Rural campaigners hail Belfast Council for rejecting vegan call

Councillors hit back at the motion, who recognised the importance of freedom of choice in diets
Councillors hit back at the motion, who recognised the importance of freedom of choice in diets

Rural campaigners have applauded Belfast City Council for rejecting a call for compulsory veganism at council meetings.

Green Councillor Anthony Flynn proposed a motion which would have required the council to commit to "fully plant-based procurement".

However, other councillors hit back at the motion, who recognised the importance of freedom of choice in diets.

Sinn Féin councillor Ronan McLaughlin said: “I am happy with having options, but this is supposed to be a just transition.

"It is not about forcing people to eat plant-based food, they should be doing it for their own reasons, not because an authority tries to impose it onto them.

"It should be about people making the right choices through an education process, not through a forced process”.

Green councillors claimed enforcing plant-based catering would be in line with the council’s climate change obligations, citing statistics about vegan diets producing less emissions than meat.

However, rural campaigners at the Countryside Alliance Ireland said these statistics rely on global emissions data, which ignore the sustainability of UK farming specifically.

Gary McCartney, director of the group said: “As a number of councils across England and Scotland have voted to ban meat and dairy, it’s great to see this call for compulsory veganism be rejected in Belfast.

"Even with the best intentions, these motions portray a false and dangerous narrative that livestock farming, and meat consumption, is incompatible with tackling climate change.”

He added: “Councils should be using their platforms to promote the excellent, sustainable meat, dairy, and vegetable produce produced in the UK, rather than mandating any one diet.”

It comes after Calderdale Council in West Yorkshire voted earlier this week to recommend serving only vegan food at its events, prompting a backlash from rural campaigners.
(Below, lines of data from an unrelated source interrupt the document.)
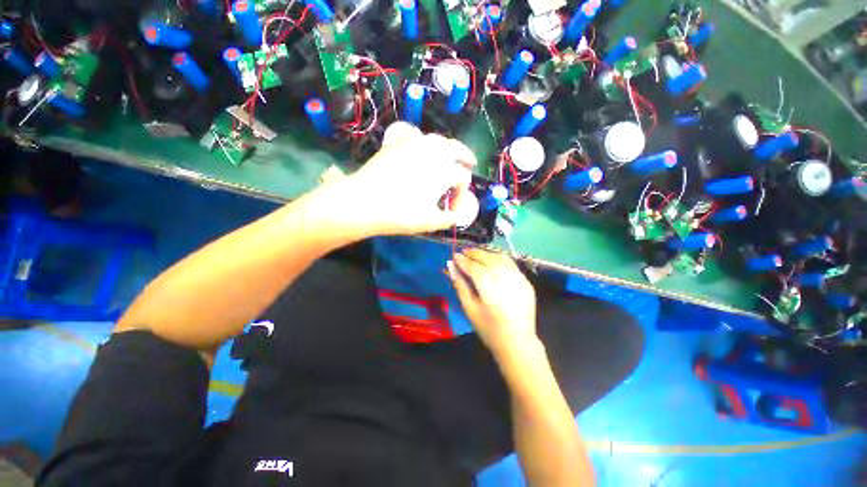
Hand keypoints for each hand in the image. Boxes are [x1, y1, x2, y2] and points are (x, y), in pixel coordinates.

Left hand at [337, 123, 477, 235]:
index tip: (453, 209)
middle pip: (457, 148)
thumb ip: (449, 219)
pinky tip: (423, 148)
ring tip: (449, 156)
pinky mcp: (397, 143)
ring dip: (448, 147)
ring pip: (438, 140)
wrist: (365, 201)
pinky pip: (417, 136)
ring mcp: (414, 144)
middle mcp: (433, 152)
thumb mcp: (430, 222)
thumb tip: (456, 216)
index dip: (462, 194)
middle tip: (470, 163)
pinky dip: (425, 141)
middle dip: (465, 157)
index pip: (463, 179)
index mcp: (445, 171)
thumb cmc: (401, 213)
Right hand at [447, 249, 537, 355]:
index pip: (474, 267)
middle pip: (487, 258)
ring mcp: (518, 279)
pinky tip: (492, 261)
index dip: (463, 260)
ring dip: (487, 253)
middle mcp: (505, 278)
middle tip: (464, 252)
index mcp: (489, 287)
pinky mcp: (526, 281)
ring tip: (476, 254)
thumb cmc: (489, 329)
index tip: (455, 256)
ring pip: (500, 258)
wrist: (517, 342)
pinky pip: (511, 264)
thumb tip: (451, 267)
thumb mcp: (469, 309)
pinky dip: (499, 259)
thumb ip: (460, 286)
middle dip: (474, 253)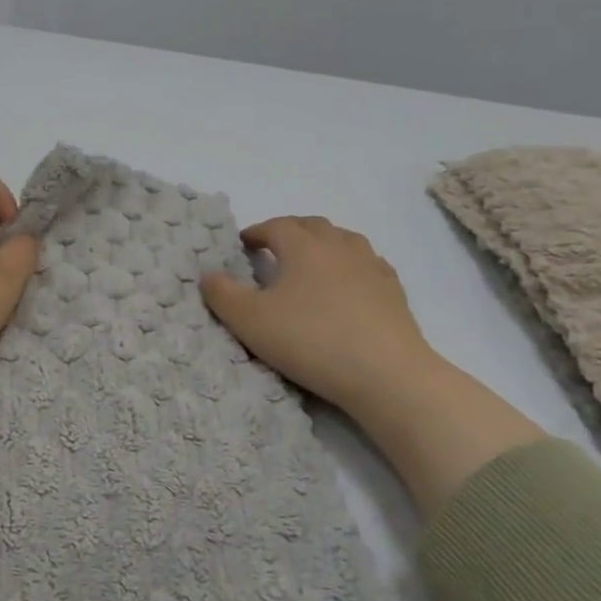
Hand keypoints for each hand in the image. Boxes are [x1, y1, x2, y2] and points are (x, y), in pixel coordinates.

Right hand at [200, 216, 432, 416]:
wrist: (385, 373)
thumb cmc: (310, 340)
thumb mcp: (250, 321)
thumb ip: (223, 294)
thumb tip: (208, 274)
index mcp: (302, 246)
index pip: (275, 227)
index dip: (256, 232)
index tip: (243, 244)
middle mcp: (338, 246)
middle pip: (311, 226)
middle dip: (289, 232)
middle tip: (273, 249)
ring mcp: (371, 266)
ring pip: (343, 240)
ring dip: (323, 244)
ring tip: (311, 262)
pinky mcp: (393, 290)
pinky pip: (368, 264)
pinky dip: (351, 266)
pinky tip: (348, 284)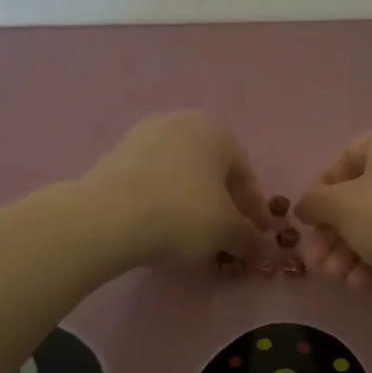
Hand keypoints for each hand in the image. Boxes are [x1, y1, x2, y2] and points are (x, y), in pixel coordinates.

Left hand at [81, 111, 273, 269]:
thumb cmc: (183, 213)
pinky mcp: (115, 159)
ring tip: (198, 241)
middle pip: (212, 173)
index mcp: (214, 130)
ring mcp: (142, 138)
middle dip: (224, 208)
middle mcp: (179, 124)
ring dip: (195, 208)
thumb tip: (263, 248)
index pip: (245, 173)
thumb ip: (250, 238)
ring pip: (182, 179)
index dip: (255, 210)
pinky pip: (153, 185)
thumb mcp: (227, 231)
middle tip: (229, 239)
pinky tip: (166, 233)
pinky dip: (166, 207)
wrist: (108, 218)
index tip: (258, 237)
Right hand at [294, 125, 371, 292]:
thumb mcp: (341, 205)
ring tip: (335, 277)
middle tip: (316, 261)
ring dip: (346, 252)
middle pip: (356, 197)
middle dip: (332, 234)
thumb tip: (304, 207)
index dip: (320, 191)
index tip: (306, 220)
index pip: (344, 160)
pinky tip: (359, 283)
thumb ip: (314, 202)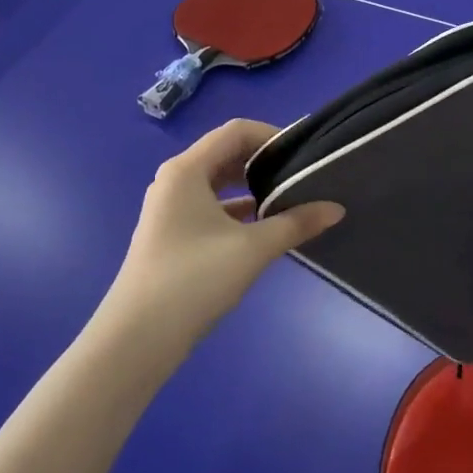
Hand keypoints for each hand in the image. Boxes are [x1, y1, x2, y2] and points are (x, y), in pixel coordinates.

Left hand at [108, 119, 343, 344]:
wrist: (136, 340)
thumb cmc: (193, 280)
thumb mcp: (252, 249)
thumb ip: (296, 223)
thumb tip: (336, 209)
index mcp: (187, 170)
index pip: (236, 131)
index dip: (272, 135)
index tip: (303, 153)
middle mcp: (175, 180)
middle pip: (226, 153)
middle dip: (264, 161)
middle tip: (302, 174)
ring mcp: (170, 208)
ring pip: (219, 182)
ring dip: (252, 186)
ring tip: (290, 198)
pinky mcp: (172, 233)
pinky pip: (211, 206)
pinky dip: (238, 209)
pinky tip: (265, 227)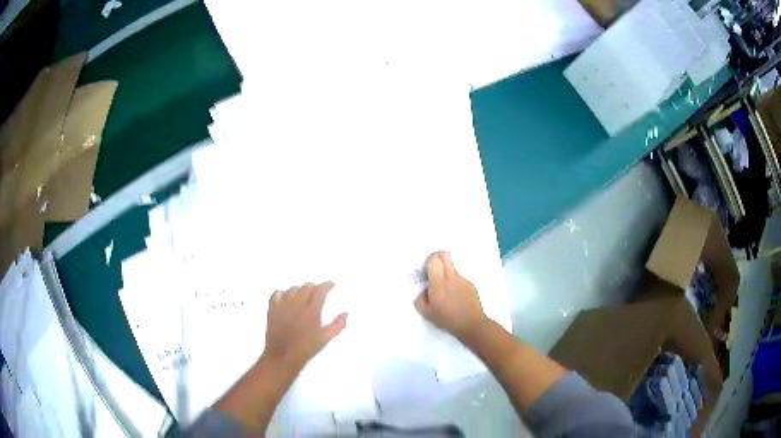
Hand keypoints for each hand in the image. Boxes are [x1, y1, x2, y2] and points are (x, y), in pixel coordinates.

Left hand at [263, 281, 346, 371]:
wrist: (282, 356)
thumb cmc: (306, 349)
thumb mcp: (325, 339)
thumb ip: (337, 325)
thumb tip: (346, 314)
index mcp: (311, 311)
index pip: (320, 290)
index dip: (327, 285)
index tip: (331, 285)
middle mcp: (297, 304)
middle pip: (307, 286)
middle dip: (314, 287)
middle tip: (318, 292)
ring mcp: (283, 305)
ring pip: (293, 289)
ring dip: (300, 291)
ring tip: (303, 296)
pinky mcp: (272, 309)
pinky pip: (277, 293)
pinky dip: (283, 294)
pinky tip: (286, 299)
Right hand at [414, 252, 487, 341]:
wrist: (471, 325)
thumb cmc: (447, 320)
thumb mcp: (426, 314)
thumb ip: (420, 299)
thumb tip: (423, 290)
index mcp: (439, 284)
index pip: (434, 260)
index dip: (428, 262)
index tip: (427, 272)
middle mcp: (451, 278)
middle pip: (445, 255)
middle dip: (438, 258)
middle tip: (434, 270)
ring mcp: (463, 280)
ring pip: (452, 268)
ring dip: (446, 273)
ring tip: (446, 291)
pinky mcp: (470, 284)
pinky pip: (459, 278)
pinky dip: (455, 283)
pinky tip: (455, 297)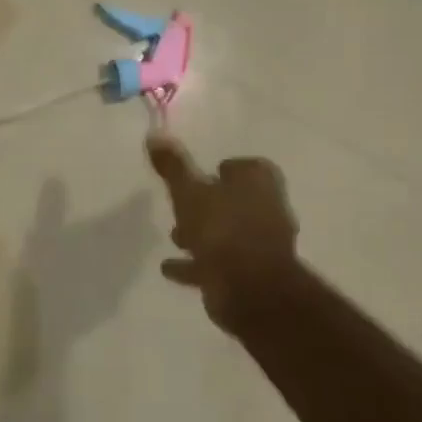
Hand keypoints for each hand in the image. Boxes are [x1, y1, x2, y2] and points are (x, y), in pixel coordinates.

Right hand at [147, 135, 301, 334]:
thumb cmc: (221, 229)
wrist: (249, 288)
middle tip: (182, 206)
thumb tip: (155, 133)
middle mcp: (267, 209)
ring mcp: (262, 244)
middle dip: (209, 204)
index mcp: (258, 183)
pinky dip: (197, 264)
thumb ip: (173, 166)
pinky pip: (220, 263)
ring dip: (203, 234)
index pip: (245, 167)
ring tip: (176, 238)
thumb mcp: (188, 191)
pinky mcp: (252, 274)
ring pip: (228, 232)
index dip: (224, 169)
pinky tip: (170, 267)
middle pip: (236, 200)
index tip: (202, 174)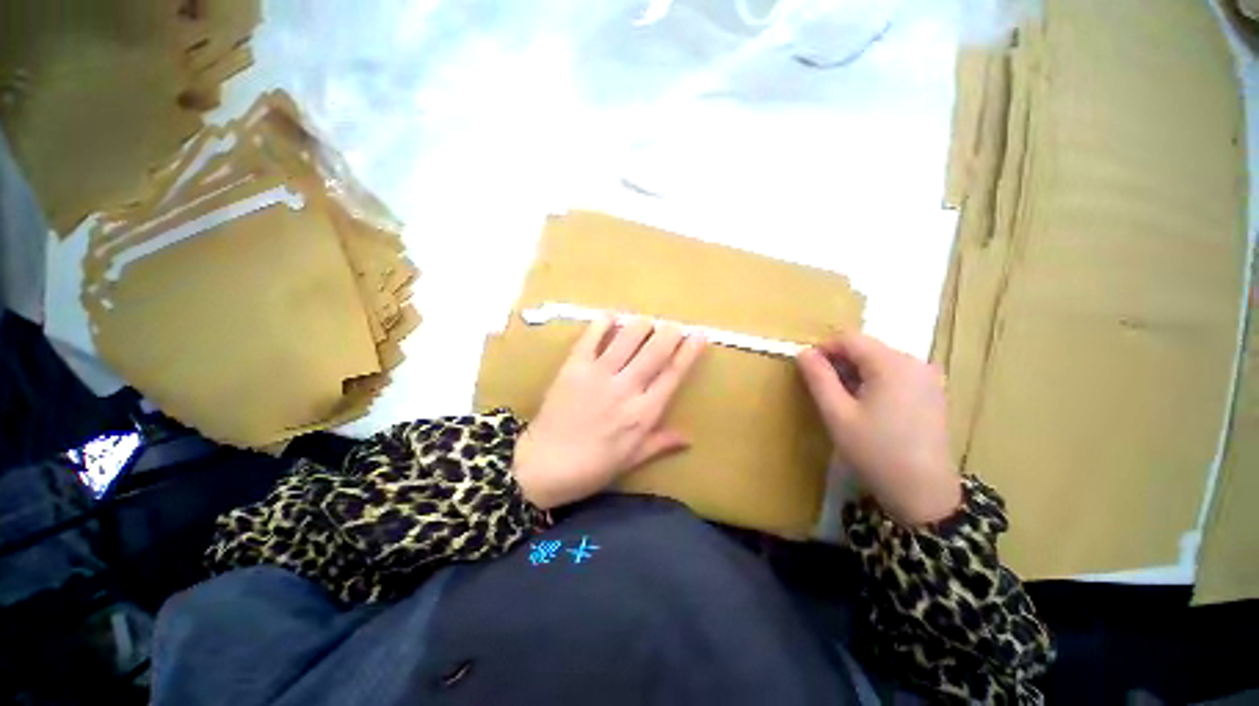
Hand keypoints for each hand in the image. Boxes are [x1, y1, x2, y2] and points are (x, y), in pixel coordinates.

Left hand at [512, 318, 706, 509]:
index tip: (699, 335)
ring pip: (627, 338)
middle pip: (655, 351)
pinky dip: (602, 323)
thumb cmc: (592, 466)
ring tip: (647, 321)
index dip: (689, 352)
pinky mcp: (574, 367)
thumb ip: (660, 443)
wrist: (544, 465)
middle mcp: (626, 388)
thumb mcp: (631, 459)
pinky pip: (591, 338)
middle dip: (669, 332)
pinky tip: (611, 316)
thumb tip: (689, 438)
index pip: (673, 374)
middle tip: (674, 324)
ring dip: (641, 325)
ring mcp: (599, 374)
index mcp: (643, 413)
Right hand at [796, 333, 960, 524]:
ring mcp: (928, 378)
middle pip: (866, 348)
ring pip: (880, 361)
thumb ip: (818, 378)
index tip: (808, 372)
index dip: (824, 349)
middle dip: (840, 363)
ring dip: (856, 374)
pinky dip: (875, 382)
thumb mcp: (837, 414)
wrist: (924, 494)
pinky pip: (896, 375)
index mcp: (892, 364)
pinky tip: (868, 408)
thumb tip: (803, 353)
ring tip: (844, 403)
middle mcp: (915, 363)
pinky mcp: (933, 393)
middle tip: (824, 391)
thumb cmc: (875, 452)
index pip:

The council said the move demonstrated they were “leading by example”, as the 51-member authority strives towards “stopping climate change in its tracks”.

In 2021, Oxfordshire County Council sparked outrage among farmers, including Jeremy Clarkson, when it passed a motion to ban meat and dairy at its events.

Three councils, Edinburgh City Council, Norwich City Council, and Haywards Heath Town Council in Sussex have also signed up to the ‘Plant-Based Treaty’.

It includes a pledge to promote vegan food over animal products. Labour run Enfield Council and Oxford City Council have both voted to ban meat and dairy from their events too.

However, Peterborough, Rutland, Cornwall, Suffolk, Wiltshire, Dorset and Portsmouth council as well as Highland Council in Scotland have all passed opposite motions to defy compulsory veganism campaigns.

They instead commit each authority to supply locally sourced produce- specifically including meat, dairy, and plant-based products- with the aim of reducing food miles to plates.